### Assignment
Only the images get left out; everything else in the records is to be transcribed exactly.
======
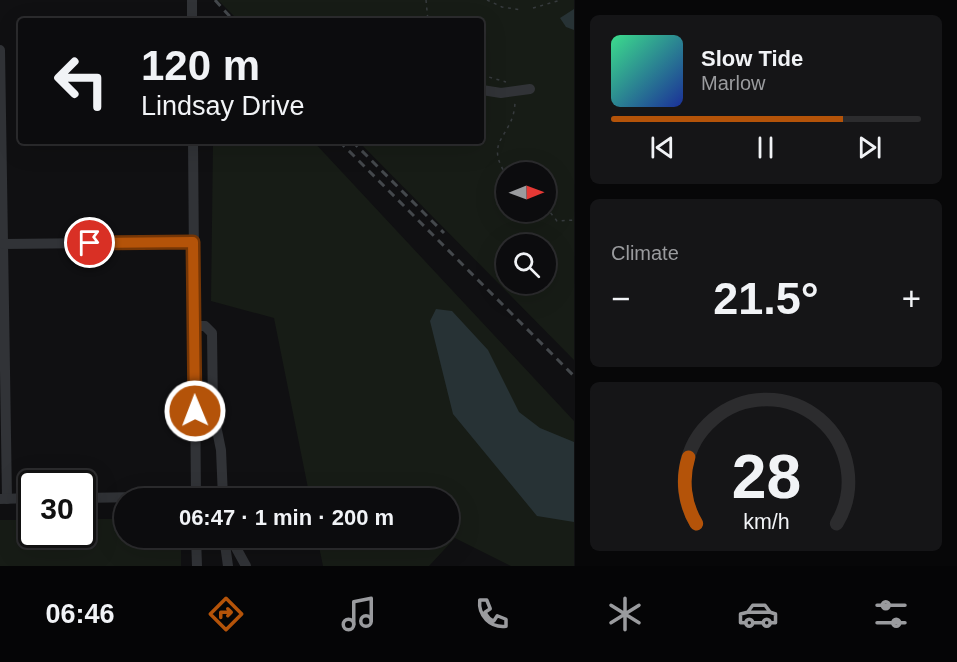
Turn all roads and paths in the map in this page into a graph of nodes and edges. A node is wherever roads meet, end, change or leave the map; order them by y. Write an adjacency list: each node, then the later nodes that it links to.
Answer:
1 (192, 0): 7 (street)
2 (426, 0): 8 (path)
3 (487, 0): 6 (path)
4 (561, 0): 5 (path)
5 (533, 8)
6 (522, 10)
7 (192, 18)
8 (428, 18)
9 (0, 50): 19 (street)
10 (484, 76): 13 (path)
11 (530, 89): 13 (street)
12 (484, 90): 13 (street)
13 (514, 92): 15 (path)
14 (193, 144): 18 (street)
15 (499, 162)
16 (556, 220): 17 (path)
17 (574, 220)
18 (193, 242): 19 (street); 20 (street)
19 (4, 244): 26 (street)
20 (194, 326): 21 (street); 22 (street)
21 (196, 488)
22 (223, 488)
23 (18, 498): 26 (street)
24 (96, 498): 25 (street)
25 (114, 498)
26 (3, 499)
27 (196, 548): 30 (street)
28 (226, 548): 31 (street)
29 (236, 548): 32 (street)
30 (196, 566)
31 (228, 566)
32 (246, 566)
======
### Answer section
Turn all roads and paths in the map in this page into a graph of nodes and edges. A node is wherever roads meet, end, change or leave the map; order them by y. Write an adjacency list: each node, then the later nodes that it links to.
Answer:
1 (192, 0): 7 (street)
2 (426, 0): 8 (path)
3 (487, 0): 6 (path)
4 (561, 0): 5 (path)
5 (533, 8)
6 (522, 10)
7 (192, 18)
8 (428, 18)
9 (0, 50): 19 (street)
10 (484, 76): 13 (path)
11 (530, 89): 13 (street)
12 (484, 90): 13 (street)
13 (514, 92): 15 (path)
14 (193, 144): 18 (street)
15 (499, 162)
16 (556, 220): 17 (path)
17 (574, 220)
18 (193, 242): 19 (street); 20 (street)
19 (4, 244): 26 (street)
20 (194, 326): 21 (street); 22 (street)
21 (196, 488)
22 (223, 488)
23 (18, 498): 26 (street)
24 (96, 498): 25 (street)
25 (114, 498)
26 (3, 499)
27 (196, 548): 30 (street)
28 (226, 548): 31 (street)
29 (236, 548): 32 (street)
30 (196, 566)
31 (228, 566)
32 (246, 566)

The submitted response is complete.